5.- El asunto del contento se explica con conocido aforismo: “En gustos se rompen géneros”. Si usted me viera pelón, es posible que terminara por creer no sólo en la veracidad del dicho sino que quizá se sintiera tentada o tentado a agregar: “Y no nomás géneros, hasta especies” porque, así pelón, tengo un aire inconfundible con la calavera de un hombre de Neanderthal.
6.- El lado práctico lo constaté al sábado a medio día, en pleno centro de la ciudad de Oaxaca.
7.- Antes de continuar permítame preguntarle: ¿Ha ido usted a algún tianguis gigantesco en la ciudad de México? ¿Plantones de protesta? ¿Ha visto las carpas inmensas? ¿Ha respirado los olores nauseabundos? ¿Ha visto a hombres y mujeres derrumbados que yacen en el suelo con la apariencia muerta de maniquíes rotos? ¿Ha visto bloques y bloque de preciosos edificios afeados por la invasiva presencia de un montón de inconformes?

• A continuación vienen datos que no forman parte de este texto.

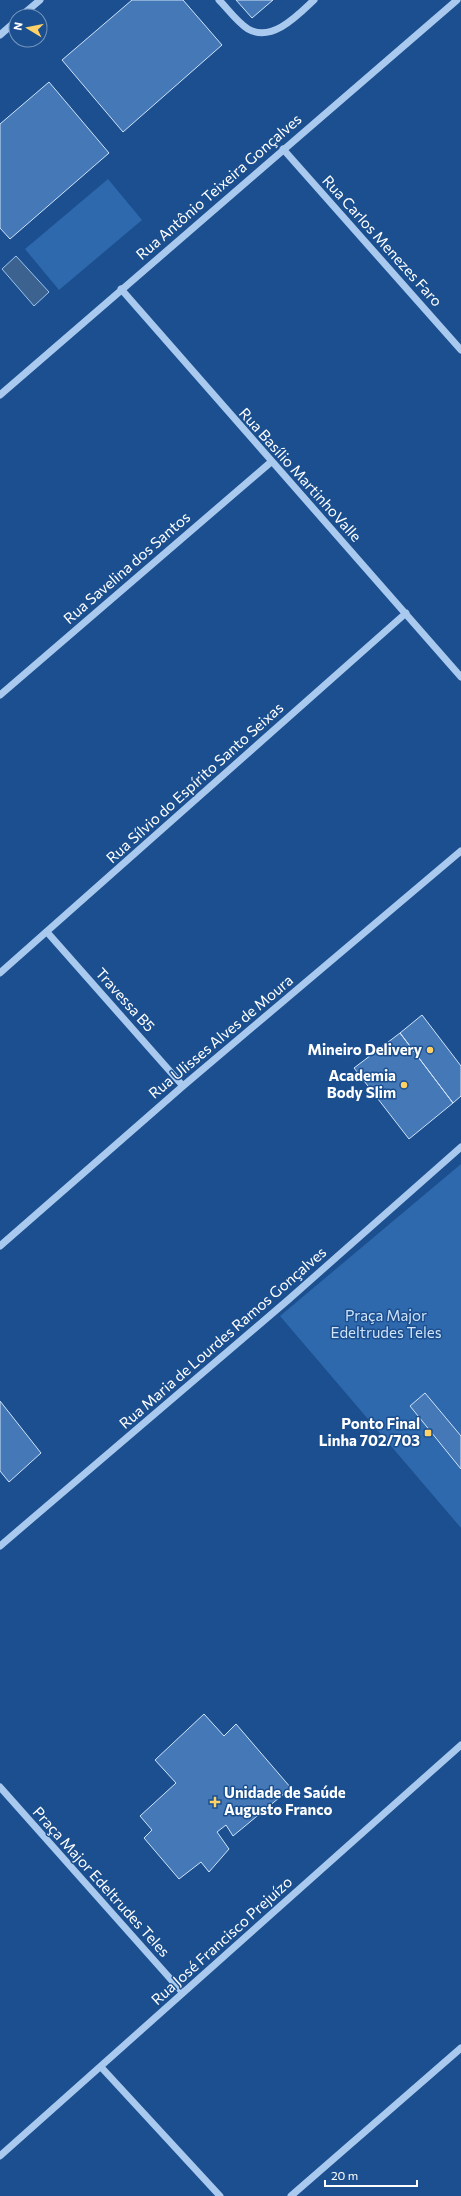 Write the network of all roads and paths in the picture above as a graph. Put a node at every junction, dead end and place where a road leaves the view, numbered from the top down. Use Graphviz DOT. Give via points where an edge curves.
graph roads {
  1 [pos="40,0"];
  2 [pos="219,0"];
  3 [pos="314,0"];
  4 [pos="456,0"];
  5 [pos="30,8"];
  6 [pos="8,28"];
  7 [pos="0,35"];
  8 [pos="283,149"];
  9 [pos="121,289"];
  10 [pos="461,350"];
  11 [pos="0,395"];
  12 [pos="271,462"];
  13 [pos="406,613"];
  14 [pos="461,677"];
  15 [pos="0,695"];
  16 [pos="461,851"];
  17 [pos="47,932"];
  18 [pos="0,973"];
  19 [pos="183,1086"];
  20 [pos="461,1147"];
  21 [pos="0,1246"];
  22 [pos="0,1546"];
  23 [pos="461,1745"];
  24 [pos="0,1787"];
  25 [pos="183,1993"];
  26 [pos="461,2048"];
  27 [pos="101,2067"];
  28 [pos="0,2156"];
  29 [pos="220,2196"];
  30 [pos="291,2196"];
  1 -- 5 [label="street"];
  2 -- 3 [label="street" via="248,29 262,33 278,29"];
  4 -- 8 [label="street, Rua Antônio Teixeira Gonçalves"];
  6 -- 7 [label="street"];
  8 -- 9 [label="street, Rua Antônio Teixeira Gonçalves"];
  8 -- 10 [label="street, Rua Carlos Menezes Faro"];
  9 -- 11 [label="street, Rua Antônio Teixeira Gonçalves"];
  9 -- 12 [label="street, Rua Basílio MartinhoValle"];
  12 -- 13 [label="street, Rua Basílio MartinhoValle"];
  12 -- 15 [label="street, Rua Savelina dos Santos"];
  13 -- 14 [label="street, Rua Basílio MartinhoValle"];
  13 -- 17 [label="street, Rua Sílvio do Espírito Santo Seixas"];
  16 -- 19 [label="street, Rua Ulisses Alves de Moura"];
  17 -- 18 [label="street, Rua Sílvio do Espírito Santo Seixas"];
  17 -- 19 [label="street, Travessa B5"];
  19 -- 21 [label="street, Rua Ulisses Alves de Moura"];
  20 -- 22 [label="street, Rua Maria de Lourdes Ramos Gonçalves" via="288,1300"];
  23 -- 25 [label="street, Rua José Francisco Prejuízo"];
  24 -- 25 [label="street, Praça Major Edeltrudes Teles"];
  25 -- 27 [label="street, Rua José Francisco Prejuízo"];
  26 -- 30 [label="street"];
  27 -- 28 [label="street, Rua José Francisco Prejuízo"];
  27 -- 29 [label="street"];
} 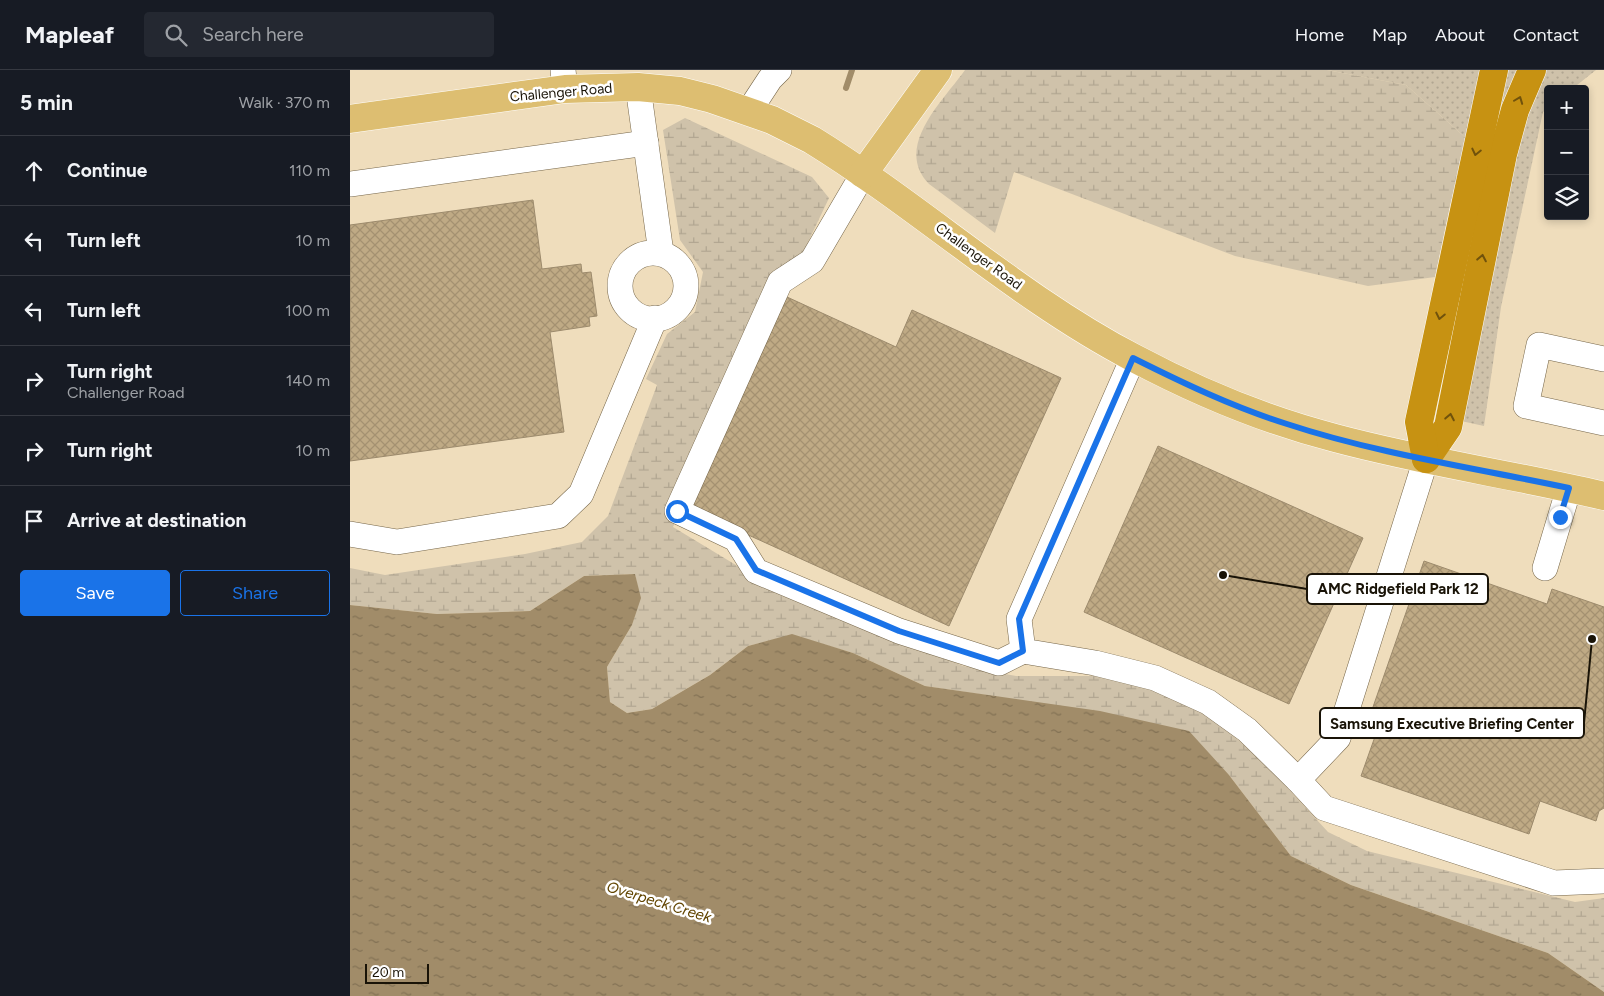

Pues ese espectáculo es chulo de bonito en comparación con el centro de Oaxaca en estos días.
8.- Oaxaca es bello; Oaxaca es hermoso; Oaxaca guarda un atisbo del México de hace siglos y, por ende, constituye un trozo de nuestra memoria colectiva. Y si el Estado es una parte de la esencia de México, la ciudad de Oaxaca es un acervo. Oaxaca, con el sabor extraño de su pronunciación y los ecos zapoteco, mixteco, trique, mazateco e ixcateco que encierra, se merece algo mejor que esa pandilla de zánganos que se han apropiado de sus calles sin razón ni motivo, excepto la justificación torpe -o idiota- de discutir un contrato laboral que hace poco más de cuatro años vistió de luto a la educación en México.
9.- Ese Oaxaca, de parásitos que se escudan tras la magnífica cobertura de la docencia, de políticos corruptos como Ulises Ruiz e incompetentes como Eviel Pérez Magaña, o de candidaturas impuestas desde la desvergüenza como es el caso de Beatriz Rodríguez Casasnovas, ese Oaxaca pues -no el otro: El colonial, el luminoso, el digno de verse, el que atrae a miles de turistas extranjeros cada año ávidos de perderse en los vericuetos de sus callejuelas o de asistir al maravilloso festival de la Guelaguetza-, ese Oaxaca, insisto, es el que el sábado pasado, a medio día, me atrapó entre sus redes.
10.- Iba yo al hotel luego de una malograda incursión a los intestinos de la burocracia federal, cuando una llamada a mi guía (un amigo entrañable e inmejorable servidor público) nos hizo desviarnos de nuestro destino final para ir -léalo usted bien y detenidamente-, para ir a atender la llamada de auxilio de una compañera de Partido.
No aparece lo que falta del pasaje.